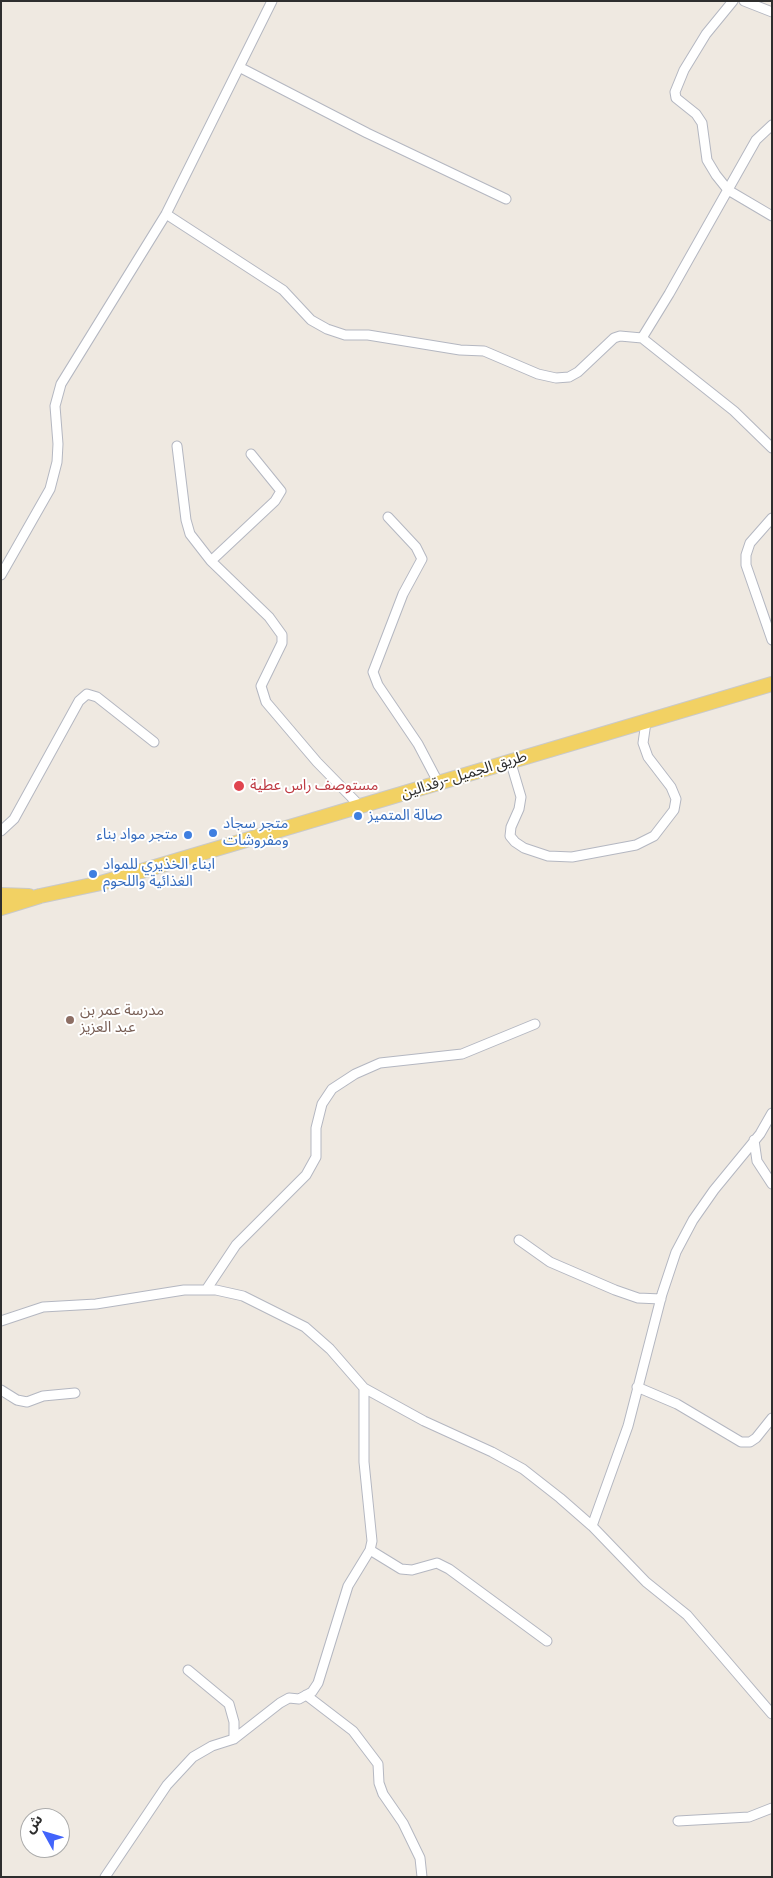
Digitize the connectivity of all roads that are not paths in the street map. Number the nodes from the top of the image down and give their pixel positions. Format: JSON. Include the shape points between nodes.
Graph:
{"nodes":[{"id":1,"x":272,"y":1,"type":"edge"},
{"id":2,"x":733,"y":1,"type":"edge"},
{"id":3,"x":744,"y":1,"type":"edge"},
{"id":4,"x":772,"y":12,"type":"edge"},
{"id":5,"x":241,"y":68,"type":"junction"},
{"id":6,"x":772,"y":125,"type":"edge"},
{"id":7,"x":728,"y":190,"type":"junction"},
{"id":8,"x":506,"y":199,"type":"dead end"},
{"id":9,"x":166,"y":214,"type":"junction"},
{"id":10,"x":772,"y":216,"type":"edge"},
{"id":11,"x":642,"y":338,"type":"junction"},
{"id":12,"x":177,"y":446,"type":"dead end"},
{"id":13,"x":772,"y":448,"type":"edge"},
{"id":14,"x":252,"y":454,"type":"dead end"},
{"id":15,"x":388,"y":517,"type":"dead end"},
{"id":16,"x":772,"y":518,"type":"edge"},
{"id":17,"x":211,"y":562,"type":"junction"},
{"id":18,"x":1,"y":575,"type":"edge"},
{"id":19,"x":772,"y":640,"type":"edge"},
{"id":20,"x":772,"y":684,"type":"edge"},
{"id":21,"x":646,"y":722,"type":"junction"},
{"id":22,"x":154,"y":742,"type":"dead end"},
{"id":23,"x":510,"y":760,"type":"junction"},
{"id":24,"x":438,"y":782,"type":"junction"},
{"id":25,"x":360,"y":806,"type":"junction"},
{"id":26,"x":1,"y":831,"type":"edge"},
{"id":27,"x":1,"y":895,"type":"edge"},
{"id":28,"x":40,"y":896,"type":"junction"},
{"id":29,"x":1,"y":908,"type":"edge"},
{"id":30,"x":535,"y":1024,"type":"dead end"},
{"id":31,"x":772,"y":1113,"type":"edge"},
{"id":32,"x":754,"y":1140,"type":"junction"},
{"id":33,"x":772,"y":1184,"type":"edge"},
{"id":34,"x":519,"y":1240,"type":"dead end"},
{"id":35,"x":206,"y":1290,"type":"junction"},
{"id":36,"x":661,"y":1298,"type":"junction"},
{"id":37,"x":1,"y":1321,"type":"edge"},
{"id":38,"x":637,"y":1387,"type":"junction"},
{"id":39,"x":364,"y":1388,"type":"junction"},
{"id":40,"x":1,"y":1390,"type":"edge"},
{"id":41,"x":75,"y":1393,"type":"dead end"},
{"id":42,"x":772,"y":1418,"type":"edge"},
{"id":43,"x":592,"y":1526,"type":"junction"},
{"id":44,"x":370,"y":1550,"type":"junction"},
{"id":45,"x":547,"y":1641,"type":"dead end"},
{"id":46,"x":188,"y":1670,"type":"dead end"},
{"id":47,"x":306,"y":1695,"type":"junction"},
{"id":48,"x":772,"y":1714,"type":"edge"},
{"id":49,"x":234,"y":1739,"type":"junction"},
{"id":50,"x":772,"y":1808,"type":"edge"},
{"id":51,"x":678,"y":1822,"type":"dead end"},
{"id":52,"x":104,"y":1877,"type":"edge"},
{"id":53,"x":422,"y":1877,"type":"edge"}],
"edges":[{"from":1,"to":5,"type":"street"},
{"from":2,"to":7,"type":"street","via":[[706,34],[675,92],[676,98],[702,123],[707,160]]},
{"from":3,"to":4,"type":"street"},
{"from":5,"to":8,"type":"street"},
{"from":5,"to":9,"type":"street"},
{"from":6,"to":7,"type":"street","via":[[756,140]]},
{"from":7,"to":10,"type":"street"},
{"from":7,"to":11,"type":"street"},
{"from":9,"to":11,"type":"street","via":[[283,290],[311,320],[345,335],[368,335],[484,351],[538,374],[556,378],[570,377],[578,372],[614,338]]},
{"from":9,"to":18,"type":"street","via":[[60,384],[55,406],[58,444],[50,490]]},
{"from":11,"to":13,"type":"street","via":[[734,411]]},
{"from":12,"to":17,"type":"street","via":[[190,534]]},
{"from":14,"to":17,"type":"street","via":[[282,491]]},
{"from":15,"to":24,"type":"street","via":[[416,547],[422,559],[403,594],[373,672]]},
{"from":16,"to":19,"type":"street","via":[[750,543],[746,565]]},
{"from":17,"to":25,"type":"street","via":[[269,617],[282,635],[282,643],[261,686],[266,702]]},
{"from":20,"to":21,"type":"main road","name":"طريق الجميل -رقدالين"},
{"from":21,"to":23,"type":"main road","name":"طريق الجميل -رقدالين"},
{"from":21,"to":23,"type":"street","via":[[643,743],[648,757],[671,786],[676,799],[674,810],[654,836],[636,845],[572,857],[548,856],[514,842],[510,836],[511,827],[521,797]]},
{"from":22,"to":26,"type":"street","via":[[101,699],[87,694],[79,701],[14,818]]},
{"from":23,"to":24,"type":"main road","name":"طريق الجميل -رقدالين"},
{"from":24,"to":25,"type":"main road","name":"طريق الجميل -رقدالين"},
{"from":25,"to":28,"type":"main road","name":"طريق الجميل -رقدالين","via":[[101,883]]},
{"from":27,"to":28,"type":"main road"},
{"from":28,"to":29,"type":"main road"},
{"from":30,"to":35,"type":"street","via":[[462,1054],[380,1063],[332,1088],[322,1104],[316,1128],[316,1157],[306,1175],[236,1245]]},
{"from":31,"to":32,"type":"street"},
{"from":32,"to":33,"type":"street","via":[[757,1161]]},
{"from":32,"to":36,"type":"street","via":[[693,1220],[676,1252]]},
{"from":34,"to":36,"type":"street","via":[[550,1262],[614,1290],[638,1298]]},
{"from":35,"to":37,"type":"street","via":[[43,1308]]},
{"from":35,"to":39,"type":"street","via":[[243,1296],[305,1327],[330,1349]]},
{"from":36,"to":38,"type":"street"},
{"from":38,"to":42,"type":"street","via":[[677,1404],[741,1442],[756,1438]]},
{"from":38,"to":43,"type":"street","via":[[628,1426]]},
{"from":39,"to":43,"type":"street","via":[[523,1469]]},
{"from":39,"to":44,"type":"street","via":[[364,1462],[372,1541]]},
{"from":40,"to":41,"type":"street","via":[[27,1402],[43,1396]]},
{"from":43,"to":48,"type":"street","via":[[646,1582],[705,1633]]},
{"from":44,"to":45,"type":"street","via":[[401,1569],[412,1570],[437,1564],[449,1569]]},
{"from":44,"to":47,"type":"street","via":[[348,1586],[318,1683]]},
{"from":46,"to":49,"type":"street","via":[[229,1704]]},
{"from":47,"to":49,"type":"street","via":[[280,1703]]},
{"from":47,"to":53,"type":"street","via":[[353,1732],[378,1764],[383,1794],[403,1823],[420,1858]]},
{"from":49,"to":52,"type":"street","via":[[194,1756],[167,1785]]},
{"from":50,"to":51,"type":"street","via":[[750,1817]]}]}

◆ ◆ ◆ ◆ ◆ ◆ ◆

**Work order**
Every line of the listing should be copied precisely, with images omitted.

**Solution to the problem**
Digitize the connectivity of all roads that are not paths in the street map. Number the nodes from the top of the image down and give their pixel positions. Format: JSON. Include the shape points between nodes.
Graph:
{"nodes":[{"id":1,"x":272,"y":1,"type":"edge"},
{"id":2,"x":733,"y":1,"type":"edge"},
{"id":3,"x":744,"y":1,"type":"edge"},
{"id":4,"x":772,"y":12,"type":"edge"},
{"id":5,"x":241,"y":68,"type":"junction"},
{"id":6,"x":772,"y":125,"type":"edge"},
{"id":7,"x":728,"y":190,"type":"junction"},
{"id":8,"x":506,"y":199,"type":"dead end"},
{"id":9,"x":166,"y":214,"type":"junction"},
{"id":10,"x":772,"y":216,"type":"edge"},
{"id":11,"x":642,"y":338,"type":"junction"},
{"id":12,"x":177,"y":446,"type":"dead end"},
{"id":13,"x":772,"y":448,"type":"edge"},
{"id":14,"x":252,"y":454,"type":"dead end"},
{"id":15,"x":388,"y":517,"type":"dead end"},
{"id":16,"x":772,"y":518,"type":"edge"},
{"id":17,"x":211,"y":562,"type":"junction"},
{"id":18,"x":1,"y":575,"type":"edge"},
{"id":19,"x":772,"y":640,"type":"edge"},
{"id":20,"x":772,"y":684,"type":"edge"},
{"id":21,"x":646,"y":722,"type":"junction"},
{"id":22,"x":154,"y":742,"type":"dead end"},
{"id":23,"x":510,"y":760,"type":"junction"},
{"id":24,"x":438,"y":782,"type":"junction"},
{"id":25,"x":360,"y":806,"type":"junction"},
{"id":26,"x":1,"y":831,"type":"edge"},
{"id":27,"x":1,"y":895,"type":"edge"},
{"id":28,"x":40,"y":896,"type":"junction"},
{"id":29,"x":1,"y":908,"type":"edge"},
{"id":30,"x":535,"y":1024,"type":"dead end"},
{"id":31,"x":772,"y":1113,"type":"edge"},
{"id":32,"x":754,"y":1140,"type":"junction"},
{"id":33,"x":772,"y":1184,"type":"edge"},
{"id":34,"x":519,"y":1240,"type":"dead end"},
{"id":35,"x":206,"y":1290,"type":"junction"},
{"id":36,"x":661,"y":1298,"type":"junction"},
{"id":37,"x":1,"y":1321,"type":"edge"},
{"id":38,"x":637,"y":1387,"type":"junction"},
{"id":39,"x":364,"y":1388,"type":"junction"},
{"id":40,"x":1,"y":1390,"type":"edge"},
{"id":41,"x":75,"y":1393,"type":"dead end"},
{"id":42,"x":772,"y":1418,"type":"edge"},
{"id":43,"x":592,"y":1526,"type":"junction"},
{"id":44,"x":370,"y":1550,"type":"junction"},
{"id":45,"x":547,"y":1641,"type":"dead end"},
{"id":46,"x":188,"y":1670,"type":"dead end"},
{"id":47,"x":306,"y":1695,"type":"junction"},
{"id":48,"x":772,"y":1714,"type":"edge"},
{"id":49,"x":234,"y":1739,"type":"junction"},
{"id":50,"x":772,"y":1808,"type":"edge"},
{"id":51,"x":678,"y":1822,"type":"dead end"},
{"id":52,"x":104,"y":1877,"type":"edge"},
{"id":53,"x":422,"y":1877,"type":"edge"}],
"edges":[{"from":1,"to":5,"type":"street"},
{"from":2,"to":7,"type":"street","via":[[706,34],[675,92],[676,98],[702,123],[707,160]]},
{"from":3,"to":4,"type":"street"},
{"from":5,"to":8,"type":"street"},
{"from":5,"to":9,"type":"street"},
{"from":6,"to":7,"type":"street","via":[[756,140]]},
{"from":7,"to":10,"type":"street"},
{"from":7,"to":11,"type":"street"},
{"from":9,"to":11,"type":"street","via":[[283,290],[311,320],[345,335],[368,335],[484,351],[538,374],[556,378],[570,377],[578,372],[614,338]]},
{"from":9,"to":18,"type":"street","via":[[60,384],[55,406],[58,444],[50,490]]},
{"from":11,"to":13,"type":"street","via":[[734,411]]},
{"from":12,"to":17,"type":"street","via":[[190,534]]},
{"from":14,"to":17,"type":"street","via":[[282,491]]},
{"from":15,"to":24,"type":"street","via":[[416,547],[422,559],[403,594],[373,672]]},
{"from":16,"to":19,"type":"street","via":[[750,543],[746,565]]},
{"from":17,"to":25,"type":"street","via":[[269,617],[282,635],[282,643],[261,686],[266,702]]},
{"from":20,"to":21,"type":"main road","name":"طريق الجميل -رقدالين"},
{"from":21,"to":23,"type":"main road","name":"طريق الجميل -رقدالين"},
{"from":21,"to":23,"type":"street","via":[[643,743],[648,757],[671,786],[676,799],[674,810],[654,836],[636,845],[572,857],[548,856],[514,842],[510,836],[511,827],[521,797]]},
{"from":22,"to":26,"type":"street","via":[[101,699],[87,694],[79,701],[14,818]]},
{"from":23,"to":24,"type":"main road","name":"طريق الجميل -رقدالين"},
{"from":24,"to":25,"type":"main road","name":"طريق الجميل -رقدالين"},
{"from":25,"to":28,"type":"main road","name":"طريق الجميل -رقدالين","via":[[101,883]]},
{"from":27,"to":28,"type":"main road"},
{"from":28,"to":29,"type":"main road"},
{"from":30,"to":35,"type":"street","via":[[462,1054],[380,1063],[332,1088],[322,1104],[316,1128],[316,1157],[306,1175],[236,1245]]},
{"from":31,"to":32,"type":"street"},
{"from":32,"to":33,"type":"street","via":[[757,1161]]},
{"from":32,"to":36,"type":"street","via":[[693,1220],[676,1252]]},
{"from":34,"to":36,"type":"street","via":[[550,1262],[614,1290],[638,1298]]},
{"from":35,"to":37,"type":"street","via":[[43,1308]]},
{"from":35,"to":39,"type":"street","via":[[243,1296],[305,1327],[330,1349]]},
{"from":36,"to":38,"type":"street"},
{"from":38,"to":42,"type":"street","via":[[677,1404],[741,1442],[756,1438]]},
{"from":38,"to":43,"type":"street","via":[[628,1426]]},
{"from":39,"to":43,"type":"street","via":[[523,1469]]},
{"from":39,"to":44,"type":"street","via":[[364,1462],[372,1541]]},
{"from":40,"to":41,"type":"street","via":[[27,1402],[43,1396]]},
{"from":43,"to":48,"type":"street","via":[[646,1582],[705,1633]]},
{"from":44,"to":45,"type":"street","via":[[401,1569],[412,1570],[437,1564],[449,1569]]},
{"from":44,"to":47,"type":"street","via":[[348,1586],[318,1683]]},
{"from":46,"to":49,"type":"street","via":[[229,1704]]},
{"from":47,"to":49,"type":"street","via":[[280,1703]]},
{"from":47,"to":53,"type":"street","via":[[353,1732],[378,1764],[383,1794],[403,1823],[420,1858]]},
{"from":49,"to":52,"type":"street","via":[[194,1756],[167,1785]]},
{"from":50,"to":51,"type":"street","via":[[750,1817]]}]}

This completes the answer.